**REQUIRED WORK**. Copy, from the material below, each line where "переулок" shows up.
══ LISTED RECORDS ══
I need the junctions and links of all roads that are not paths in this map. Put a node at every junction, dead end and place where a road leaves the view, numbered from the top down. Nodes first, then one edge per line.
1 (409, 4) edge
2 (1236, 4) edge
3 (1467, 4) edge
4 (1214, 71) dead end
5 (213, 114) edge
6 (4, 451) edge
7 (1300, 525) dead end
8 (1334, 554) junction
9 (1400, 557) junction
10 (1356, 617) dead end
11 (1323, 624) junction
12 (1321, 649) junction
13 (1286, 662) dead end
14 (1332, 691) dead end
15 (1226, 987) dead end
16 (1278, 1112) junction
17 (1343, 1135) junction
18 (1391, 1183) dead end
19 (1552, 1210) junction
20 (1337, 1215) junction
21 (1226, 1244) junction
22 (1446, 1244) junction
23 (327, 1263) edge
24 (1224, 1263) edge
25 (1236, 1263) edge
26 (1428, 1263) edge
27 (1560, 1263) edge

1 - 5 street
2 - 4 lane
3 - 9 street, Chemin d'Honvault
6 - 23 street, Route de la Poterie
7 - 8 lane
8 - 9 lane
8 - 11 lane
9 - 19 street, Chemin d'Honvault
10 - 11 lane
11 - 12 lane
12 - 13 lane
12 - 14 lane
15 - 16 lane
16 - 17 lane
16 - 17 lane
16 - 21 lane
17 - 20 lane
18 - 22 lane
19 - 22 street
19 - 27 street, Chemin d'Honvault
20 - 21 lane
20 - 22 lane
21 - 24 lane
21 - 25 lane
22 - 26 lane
═══
══ LISTED RECORDS ══
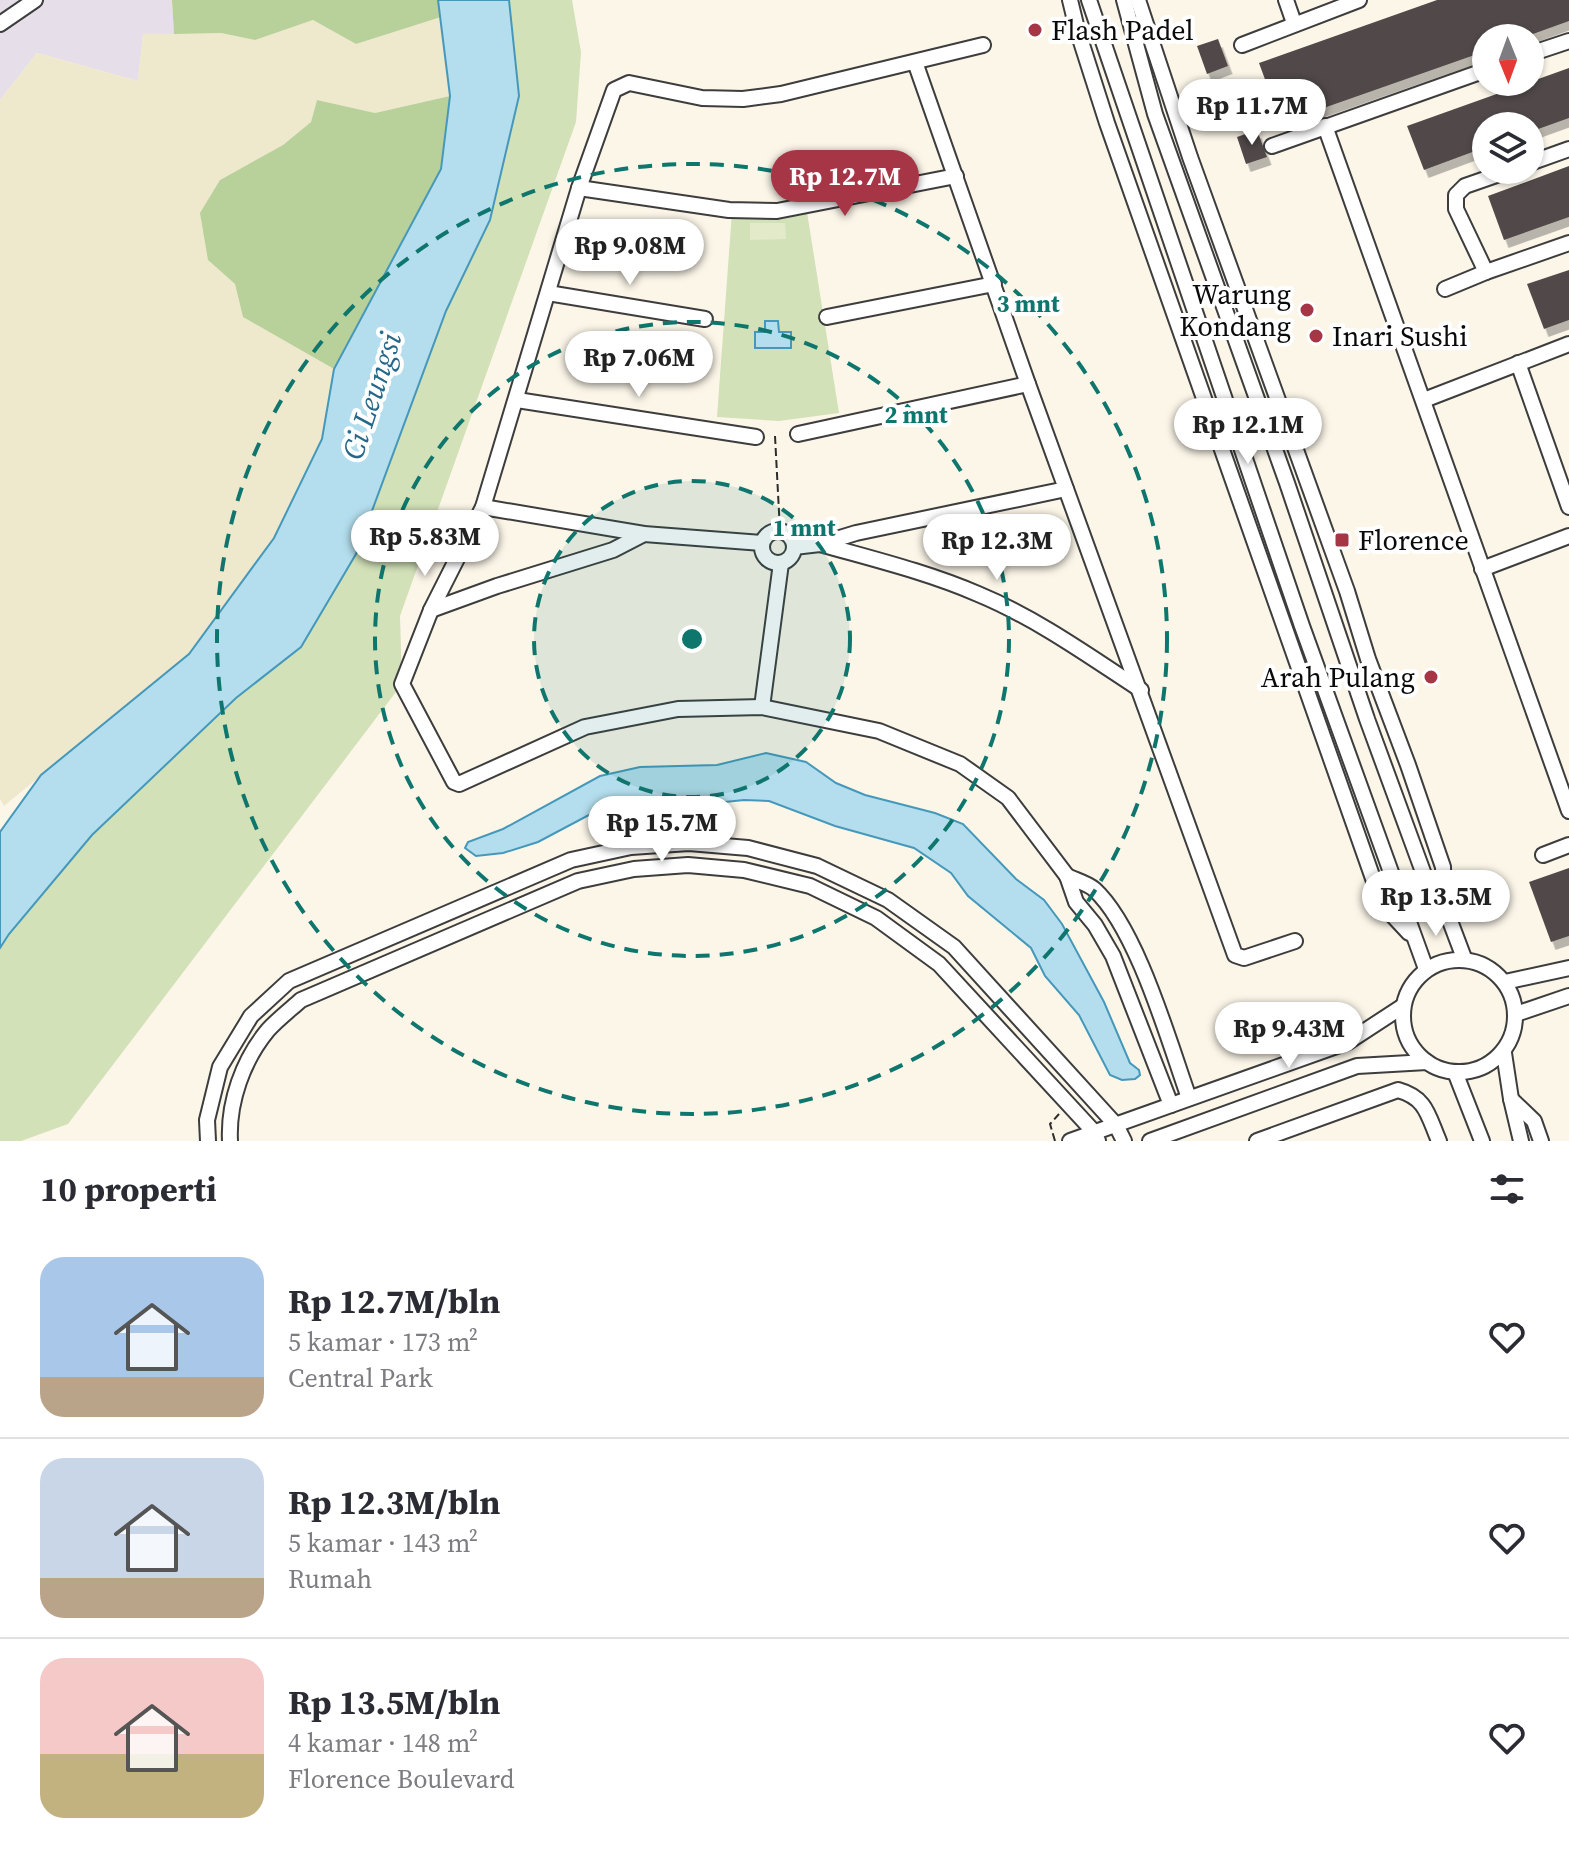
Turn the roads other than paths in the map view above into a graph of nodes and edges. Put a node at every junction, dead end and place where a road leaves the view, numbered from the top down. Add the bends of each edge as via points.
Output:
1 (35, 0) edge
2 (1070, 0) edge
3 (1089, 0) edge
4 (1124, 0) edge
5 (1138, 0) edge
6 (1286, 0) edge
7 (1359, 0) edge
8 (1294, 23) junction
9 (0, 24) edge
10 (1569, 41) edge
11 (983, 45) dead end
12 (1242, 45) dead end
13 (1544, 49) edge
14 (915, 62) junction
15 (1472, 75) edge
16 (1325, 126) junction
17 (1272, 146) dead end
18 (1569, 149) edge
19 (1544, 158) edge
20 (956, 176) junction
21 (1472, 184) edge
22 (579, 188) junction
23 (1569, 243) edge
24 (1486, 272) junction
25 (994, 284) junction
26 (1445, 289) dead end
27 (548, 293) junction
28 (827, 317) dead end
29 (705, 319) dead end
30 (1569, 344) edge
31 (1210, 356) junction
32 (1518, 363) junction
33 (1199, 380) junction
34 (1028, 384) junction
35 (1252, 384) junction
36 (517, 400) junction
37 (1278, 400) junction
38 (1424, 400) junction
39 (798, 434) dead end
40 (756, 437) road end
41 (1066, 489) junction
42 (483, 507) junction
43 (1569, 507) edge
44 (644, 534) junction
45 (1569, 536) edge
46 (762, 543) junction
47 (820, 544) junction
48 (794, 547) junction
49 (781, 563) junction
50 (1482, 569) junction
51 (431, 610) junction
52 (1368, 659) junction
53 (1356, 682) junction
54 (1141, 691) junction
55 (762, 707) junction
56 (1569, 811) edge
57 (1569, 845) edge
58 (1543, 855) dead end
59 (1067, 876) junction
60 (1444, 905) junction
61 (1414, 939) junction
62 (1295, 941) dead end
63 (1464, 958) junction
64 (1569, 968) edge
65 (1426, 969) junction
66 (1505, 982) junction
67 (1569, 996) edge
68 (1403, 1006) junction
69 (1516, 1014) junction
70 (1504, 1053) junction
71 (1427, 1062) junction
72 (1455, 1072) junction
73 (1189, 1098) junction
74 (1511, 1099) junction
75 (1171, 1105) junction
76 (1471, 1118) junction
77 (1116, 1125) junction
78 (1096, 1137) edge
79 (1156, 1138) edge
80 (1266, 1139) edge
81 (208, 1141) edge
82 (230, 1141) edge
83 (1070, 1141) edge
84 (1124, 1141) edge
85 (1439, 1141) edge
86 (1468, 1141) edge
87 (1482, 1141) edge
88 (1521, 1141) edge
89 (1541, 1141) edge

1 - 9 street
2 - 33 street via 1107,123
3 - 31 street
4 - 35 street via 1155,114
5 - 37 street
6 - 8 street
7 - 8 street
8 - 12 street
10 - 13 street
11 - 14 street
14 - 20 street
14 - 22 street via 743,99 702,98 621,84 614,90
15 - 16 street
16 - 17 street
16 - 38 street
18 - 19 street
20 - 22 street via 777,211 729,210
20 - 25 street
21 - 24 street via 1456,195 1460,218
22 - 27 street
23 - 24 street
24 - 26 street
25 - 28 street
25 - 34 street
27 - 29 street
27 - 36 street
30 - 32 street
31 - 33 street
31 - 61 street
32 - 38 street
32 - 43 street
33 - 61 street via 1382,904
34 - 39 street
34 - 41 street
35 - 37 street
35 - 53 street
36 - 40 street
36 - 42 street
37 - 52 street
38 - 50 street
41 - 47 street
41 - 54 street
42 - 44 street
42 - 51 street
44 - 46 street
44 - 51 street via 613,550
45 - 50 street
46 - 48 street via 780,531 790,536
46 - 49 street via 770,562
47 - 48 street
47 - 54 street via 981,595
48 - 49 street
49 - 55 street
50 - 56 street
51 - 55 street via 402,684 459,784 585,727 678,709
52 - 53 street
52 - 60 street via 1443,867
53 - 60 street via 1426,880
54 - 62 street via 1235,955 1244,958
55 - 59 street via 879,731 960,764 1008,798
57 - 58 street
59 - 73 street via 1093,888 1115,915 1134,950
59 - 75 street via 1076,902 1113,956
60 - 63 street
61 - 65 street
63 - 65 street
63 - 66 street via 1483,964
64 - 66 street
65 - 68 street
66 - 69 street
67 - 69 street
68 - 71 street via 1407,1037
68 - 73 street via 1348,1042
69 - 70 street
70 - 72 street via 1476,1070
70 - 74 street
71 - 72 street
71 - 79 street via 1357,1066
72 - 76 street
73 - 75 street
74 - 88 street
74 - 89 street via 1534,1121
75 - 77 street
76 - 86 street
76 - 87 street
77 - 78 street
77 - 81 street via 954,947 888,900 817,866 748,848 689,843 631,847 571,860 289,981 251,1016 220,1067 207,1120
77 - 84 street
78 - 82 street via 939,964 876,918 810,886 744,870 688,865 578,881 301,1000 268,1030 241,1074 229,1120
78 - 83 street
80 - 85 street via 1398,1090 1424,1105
═══
══ LISTED RECORDS ══
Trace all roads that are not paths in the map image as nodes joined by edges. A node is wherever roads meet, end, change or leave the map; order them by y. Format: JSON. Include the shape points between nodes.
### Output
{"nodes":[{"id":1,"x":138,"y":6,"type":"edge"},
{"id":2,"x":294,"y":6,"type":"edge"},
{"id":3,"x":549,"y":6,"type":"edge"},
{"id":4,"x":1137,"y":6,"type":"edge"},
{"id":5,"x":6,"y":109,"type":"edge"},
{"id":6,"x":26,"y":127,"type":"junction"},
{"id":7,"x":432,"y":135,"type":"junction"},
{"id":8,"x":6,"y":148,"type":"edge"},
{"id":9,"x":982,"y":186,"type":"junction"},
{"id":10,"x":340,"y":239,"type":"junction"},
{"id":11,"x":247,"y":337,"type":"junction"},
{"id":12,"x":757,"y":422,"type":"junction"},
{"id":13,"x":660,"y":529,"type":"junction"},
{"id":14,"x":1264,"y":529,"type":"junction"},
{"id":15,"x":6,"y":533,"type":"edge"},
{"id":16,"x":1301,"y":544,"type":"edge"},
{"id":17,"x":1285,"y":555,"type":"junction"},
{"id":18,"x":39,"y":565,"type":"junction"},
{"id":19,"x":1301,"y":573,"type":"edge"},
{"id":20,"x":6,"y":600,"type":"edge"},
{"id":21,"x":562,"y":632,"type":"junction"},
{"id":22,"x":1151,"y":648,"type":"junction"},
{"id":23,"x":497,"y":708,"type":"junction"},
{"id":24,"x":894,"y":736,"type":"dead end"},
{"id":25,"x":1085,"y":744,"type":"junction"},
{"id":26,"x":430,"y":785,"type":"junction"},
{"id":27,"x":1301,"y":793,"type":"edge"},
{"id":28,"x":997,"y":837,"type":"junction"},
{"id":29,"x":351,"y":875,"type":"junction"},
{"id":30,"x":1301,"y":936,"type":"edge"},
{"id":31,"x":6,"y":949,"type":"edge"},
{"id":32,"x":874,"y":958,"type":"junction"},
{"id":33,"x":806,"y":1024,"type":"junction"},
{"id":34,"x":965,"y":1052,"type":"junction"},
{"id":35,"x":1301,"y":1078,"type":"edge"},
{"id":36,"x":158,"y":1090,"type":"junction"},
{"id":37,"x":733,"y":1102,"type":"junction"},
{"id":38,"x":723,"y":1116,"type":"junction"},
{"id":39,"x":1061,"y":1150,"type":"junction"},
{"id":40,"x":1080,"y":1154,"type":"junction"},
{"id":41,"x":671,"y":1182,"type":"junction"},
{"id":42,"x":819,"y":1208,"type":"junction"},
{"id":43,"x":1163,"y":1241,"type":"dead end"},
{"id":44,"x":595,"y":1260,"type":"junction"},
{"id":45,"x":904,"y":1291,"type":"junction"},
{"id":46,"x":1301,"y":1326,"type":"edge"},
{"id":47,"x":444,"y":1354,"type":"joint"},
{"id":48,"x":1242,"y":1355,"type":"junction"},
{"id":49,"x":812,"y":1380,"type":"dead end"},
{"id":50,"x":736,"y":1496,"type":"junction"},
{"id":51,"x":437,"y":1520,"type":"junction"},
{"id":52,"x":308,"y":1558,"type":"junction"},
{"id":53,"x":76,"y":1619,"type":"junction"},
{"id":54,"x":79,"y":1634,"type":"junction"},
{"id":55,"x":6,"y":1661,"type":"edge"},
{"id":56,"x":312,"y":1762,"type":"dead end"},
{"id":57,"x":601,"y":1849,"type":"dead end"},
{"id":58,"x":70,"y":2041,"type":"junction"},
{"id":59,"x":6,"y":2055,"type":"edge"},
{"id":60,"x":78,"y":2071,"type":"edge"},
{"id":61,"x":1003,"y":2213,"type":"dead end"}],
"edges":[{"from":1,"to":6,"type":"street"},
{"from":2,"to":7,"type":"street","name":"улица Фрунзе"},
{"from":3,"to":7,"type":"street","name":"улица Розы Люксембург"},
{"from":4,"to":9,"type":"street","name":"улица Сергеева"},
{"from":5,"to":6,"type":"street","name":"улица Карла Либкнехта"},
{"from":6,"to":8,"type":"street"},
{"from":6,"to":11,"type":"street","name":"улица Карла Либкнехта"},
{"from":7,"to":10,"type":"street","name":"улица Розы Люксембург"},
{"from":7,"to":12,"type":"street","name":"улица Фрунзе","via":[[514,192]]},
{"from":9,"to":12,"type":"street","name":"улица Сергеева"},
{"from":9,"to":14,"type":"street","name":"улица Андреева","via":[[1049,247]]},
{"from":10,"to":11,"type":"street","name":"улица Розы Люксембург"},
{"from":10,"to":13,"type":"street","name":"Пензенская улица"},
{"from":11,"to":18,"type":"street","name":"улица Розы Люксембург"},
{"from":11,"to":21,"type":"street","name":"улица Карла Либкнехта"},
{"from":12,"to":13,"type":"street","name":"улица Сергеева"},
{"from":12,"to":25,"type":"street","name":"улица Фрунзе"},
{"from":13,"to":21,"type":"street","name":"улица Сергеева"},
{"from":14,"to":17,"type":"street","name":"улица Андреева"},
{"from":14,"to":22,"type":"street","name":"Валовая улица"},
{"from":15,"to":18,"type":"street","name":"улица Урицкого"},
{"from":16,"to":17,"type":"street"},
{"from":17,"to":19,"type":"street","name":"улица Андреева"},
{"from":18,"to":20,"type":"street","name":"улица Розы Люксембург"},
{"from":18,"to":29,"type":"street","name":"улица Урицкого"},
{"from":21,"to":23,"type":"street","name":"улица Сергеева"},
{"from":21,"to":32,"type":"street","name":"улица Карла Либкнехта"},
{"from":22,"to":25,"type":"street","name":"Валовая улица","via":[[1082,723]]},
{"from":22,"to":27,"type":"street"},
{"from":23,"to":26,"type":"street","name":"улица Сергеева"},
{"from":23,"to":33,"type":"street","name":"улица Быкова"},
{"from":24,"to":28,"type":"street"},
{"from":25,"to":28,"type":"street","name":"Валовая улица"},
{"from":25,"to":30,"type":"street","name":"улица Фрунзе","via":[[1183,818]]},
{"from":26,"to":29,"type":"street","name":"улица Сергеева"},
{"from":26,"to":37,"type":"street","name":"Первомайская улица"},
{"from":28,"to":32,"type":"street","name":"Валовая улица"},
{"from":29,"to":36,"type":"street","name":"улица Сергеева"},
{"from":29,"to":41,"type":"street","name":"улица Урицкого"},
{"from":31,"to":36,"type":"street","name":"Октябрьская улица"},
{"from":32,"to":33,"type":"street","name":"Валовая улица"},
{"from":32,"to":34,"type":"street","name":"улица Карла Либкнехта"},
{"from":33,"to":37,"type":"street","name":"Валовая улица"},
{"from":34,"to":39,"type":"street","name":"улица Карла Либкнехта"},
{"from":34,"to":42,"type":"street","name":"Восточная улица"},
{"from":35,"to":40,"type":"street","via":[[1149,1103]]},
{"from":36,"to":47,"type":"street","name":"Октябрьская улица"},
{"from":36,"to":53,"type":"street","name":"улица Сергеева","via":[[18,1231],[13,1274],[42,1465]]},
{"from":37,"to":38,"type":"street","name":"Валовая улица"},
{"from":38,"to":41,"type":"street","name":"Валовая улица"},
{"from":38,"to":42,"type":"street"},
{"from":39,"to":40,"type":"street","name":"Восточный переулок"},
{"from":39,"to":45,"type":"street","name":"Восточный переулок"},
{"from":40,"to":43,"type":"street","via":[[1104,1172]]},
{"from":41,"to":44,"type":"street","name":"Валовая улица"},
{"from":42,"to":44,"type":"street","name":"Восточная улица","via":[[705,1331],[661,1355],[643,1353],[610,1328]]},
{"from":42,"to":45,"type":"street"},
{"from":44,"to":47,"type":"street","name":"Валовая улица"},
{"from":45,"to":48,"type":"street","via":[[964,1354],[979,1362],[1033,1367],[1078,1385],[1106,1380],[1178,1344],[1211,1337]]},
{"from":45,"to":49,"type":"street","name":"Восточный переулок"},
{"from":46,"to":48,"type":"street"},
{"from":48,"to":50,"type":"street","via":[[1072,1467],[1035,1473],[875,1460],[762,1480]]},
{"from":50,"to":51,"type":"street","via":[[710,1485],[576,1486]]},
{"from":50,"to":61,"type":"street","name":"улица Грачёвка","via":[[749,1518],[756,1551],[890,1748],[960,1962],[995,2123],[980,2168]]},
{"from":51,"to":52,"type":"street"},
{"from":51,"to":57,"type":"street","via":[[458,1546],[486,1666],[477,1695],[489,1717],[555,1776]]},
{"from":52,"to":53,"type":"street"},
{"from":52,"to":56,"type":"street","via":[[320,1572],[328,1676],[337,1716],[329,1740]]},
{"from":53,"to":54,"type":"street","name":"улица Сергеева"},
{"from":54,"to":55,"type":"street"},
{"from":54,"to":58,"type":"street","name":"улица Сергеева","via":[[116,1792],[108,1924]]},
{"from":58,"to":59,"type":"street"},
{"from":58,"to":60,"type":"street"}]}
═══
**RESULT OF THIS EXERCISE**.
{"from":39,"to":40,"type":"street","name":"Восточный переулок"},
{"from":39,"to":45,"type":"street","name":"Восточный переулок"},
{"from":45,"to":49,"type":"street","name":"Восточный переулок"},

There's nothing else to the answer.